Patterns of antibody response to recombinant transactivator protein (HIV-1 tat) in serum samples from HIV-1-negative persons (n = 60), HIV-1-infected asymptomatic persons (n = 20), HIV-1-infected people with Kaposi's sarcoma (n = 25) and of people with Kaposi's sarcoma without HIV-1 infection have been analyzed. None of the healthy people had anti-tat IgG in their serum. All asymptomatic patients with HIV-1 infection were anti-tat IgG-positive. Epitope mapping revealed that these sera have anti-tat IgG to all the functional domains of tat protein. Four of the 25 HIV-1-infected patients with Kaposi's sarcoma were anti-tat IgG-positive; however, epitope analysis revealed that IgG to functional domains of tat protein, in particular to TAR-binding site, were absent. All patients with Kaposi's sarcoma without HIV-1 infection were anti-tat IgG-negative. Presence or absence of anti-tat IgG, and prevalence of different antibody profiles in different groups of patients suggest the pathophysiologic role of tat protein.
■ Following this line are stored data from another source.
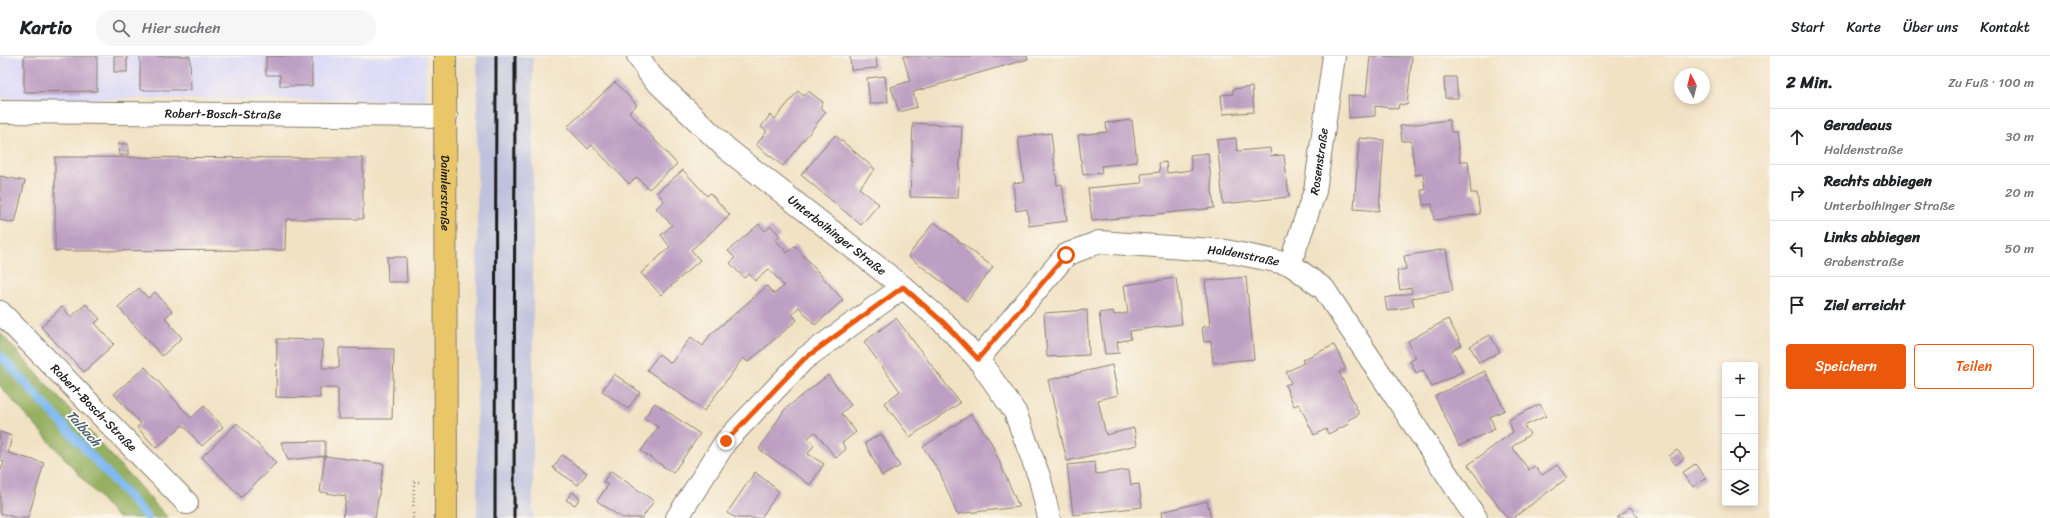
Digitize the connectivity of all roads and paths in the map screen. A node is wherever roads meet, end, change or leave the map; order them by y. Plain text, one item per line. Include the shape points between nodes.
1 (445, 56) edge
2 (638, 56) edge
3 (1334, 56) edge
4 (0, 112) edge
5 (446, 116) junction
6 (1290, 264) junction
7 (903, 287) junction
8 (0, 312) edge
9 (978, 359) junction
10 (414, 482) dead end
11 (187, 503) dead end
12 (413, 518) edge
13 (446, 518) edge
14 (677, 518) edge
15 (1049, 518) edge
16 (1476, 518) edge

1 - 5 main road, Daimlerstraße
2 - 7 street, Unterboihinger Straße via 651,76 727,149
3 - 6 street, Rosenstraße via 1315,191
4 - 5 street, Robert-Bosch-Straße
5 - 13 main road, Daimlerstraße
6 - 9 street, Haldenstraße via 1226,251 1099,242 1066,255
6 - 16 street, Haldenstraße via 1324,289
7 - 9 street, Unterboihinger Straße via 945,324
7 - 14 street via 804,359 726,441
8 - 11 street, Robert-Bosch-Straße
9 - 15 street, Unterboihinger Straße via 1015,412 1040,479
10 - 12 path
Thus, a passive immunization with anti-tat IgG could be a useful strategy to influence the pathophysiologic state of the disease.
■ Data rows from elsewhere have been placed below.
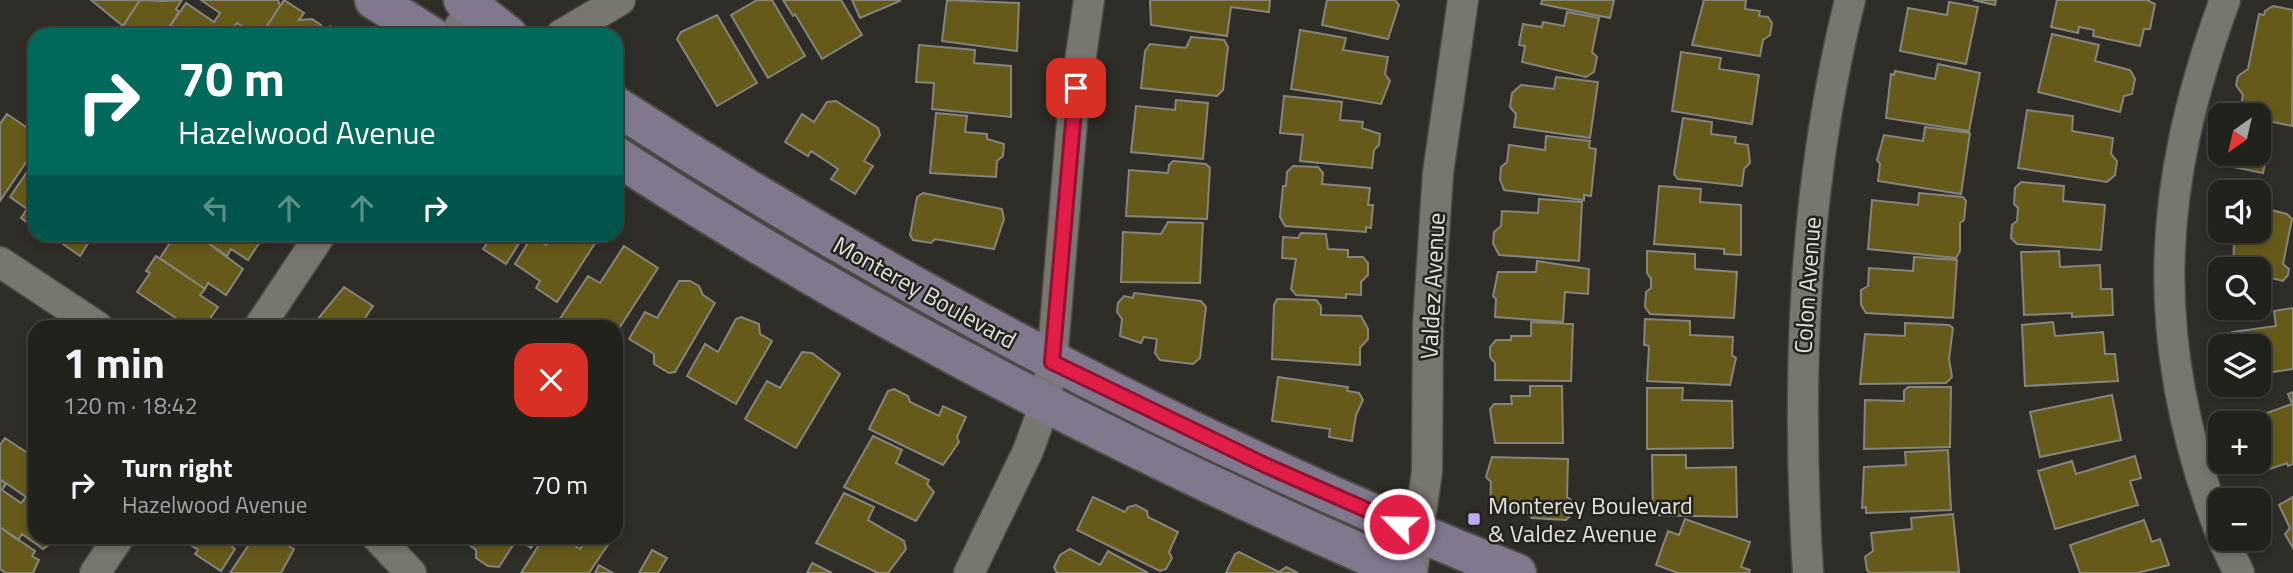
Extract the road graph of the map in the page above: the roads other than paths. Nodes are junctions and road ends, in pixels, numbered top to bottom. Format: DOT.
graph roads {
  1 [pos="374,0"];
  2 [pos="620,0"];
  3 [pos="1089,0"];
  4 [pos="1463,0"];
  5 [pos="1850,0"];
  6 [pos="2225,0"];
  7 [pos="467,11"];
  8 [pos="419,28"];
  9 [pos="496,28"];
  10 [pos="573,28"];
  11 [pos="623,110"];
  12 [pos="623,160"];
  13 [pos="316,242"];
  14 [pos="0,262"];
  15 [pos="87,320"];
  16 [pos="265,320"];
  17 [pos="1052,362"];
  18 [pos="1045,404"];
  19 [pos="2208,500"];
  20 [pos="1420,533"];
  21 [pos="114,544"];
  22 [pos="384,544"];
  23 [pos="2229,551"];
  24 [pos="95,573"];
  25 [pos="411,573"];
  26 [pos="969,573"];
  27 [pos="1410,573"];
  28 [pos="1517,573"];
  29 [pos="1808,573"];
  30 [pos="2239,573"];
  1 -- 8 [label="main road"];
  2 -- 10 [label="street"];
  3 -- 17 [label="street"];
  4 -- 20 [label="street, Valdez Avenue"];
  5 -- 29 [label="street, Colon Avenue"];
  6 -- 19 [label="street"];
  7 -- 9 [label="main road"];
  11 -- 17 [label="main road, Monterey Boulevard"];
  12 -- 18 [label="main road, Monterey Boulevard"];
  13 -- 16 [label="street"];
  14 -- 15 [label="street"];
  17 -- 18 [label="street"];
  17 -- 20 [label="main road, Monterey Boulevard"];
  18 -- 26 [label="street"];
  18 -- 27 [label="main road, Monterey Boulevard"];
  20 -- 27 [label="street, Valdez Avenue"];
  20 -- 28 [label="main road, Monterey Boulevard"];
  21 -- 24 [label="street"];
  22 -- 25 [label="street"];
  23 -- 30 [label="street"];
}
Histone-mediated transfer and expression of the HIV-1 tat gene in Jurkat cells.

We studied the gene transfer efficiency of lipofection reagents in comparison to DEAE-Dextran. DOTAP, Dosper, and Lipofectin have lower transfection efficiency; Lipofectamine has a 2.5-fold better efficiency compared with DEAE-Dextran. We report a novel and highly efficient DNA transfer system based on the DNA-binding proteins histone 3 and histone 4. We have transferred the HIV-1 tat gene and measured the transactivation of HIV-1 LTR by the transactivator protein, expressed in Jurkat cells. The HIV-1 LTR was linked to the CAT gene as a reporter. Compared to DEAE-Dextran-mediated transfection, histone-mediated transfection resulted in a sevenfold higher expression of the CAT gene. The maximum transfection efficiency mediated by histones is dependent on the relative concentration (DNA:histone ratio) and the incubation time. In a gel-retardation assay, an optimal complex formation was observed under the same conditions that allowed the highest transfection efficiency. This ability of histones to increase the delivery and transgenic expression of foreign DNA in eukaryotic cells is not simply due to the positive ionic character of the histone proteins. Polylysine, histone H1, and histone H2A were unable to mediate gene transfection in our system. Monoclonal antibodies that recognize antigenic determinant present on all five histone proteins (anti-histone, pan) were able to neutralize the transfection-enhancing potential of histone 3 and histone 4. However, anti-histone IgG enhanced the retardation of mobility of histone-DNA complexes. The results of this study allow us to conclude that histones H3 and H4 can catalyze gene transfer and gene expression in eukaryotic cells without any requirement for additional constituents. For this reason, we have termed the new gene-delivery system as histonefection.

Gene-targeted inhibition of transactivation of human immunodeficiency virus type-1 (HIV-1)-LTR by antisense oligonucleotides.

We have used an in vitro approach to study the efficiency of antisense oligonucleotides in inhibiting LTR-(HIV-1)-directed CAT expression catalyzed by tat protein, the functional protein of the transactivator gene. We selected the target sequence localized near the 5' end of the tat mRNA. The following conclusions can be drawn from the data presented here: a) Antisense oligonucleotides modified by conjugation of cholesterol at the 3' end have a severalfold higher inhibitory response, b) inhibitory response is dependent on the mode of introducing oligonucleotides, and c) the inhibition by antisense oligonucleotides is sequence specific and directed towards the targeted region. This approach could be useful for targeting functional regions of regulatory gene products and designing gene-targeted inhibitors of virus replication.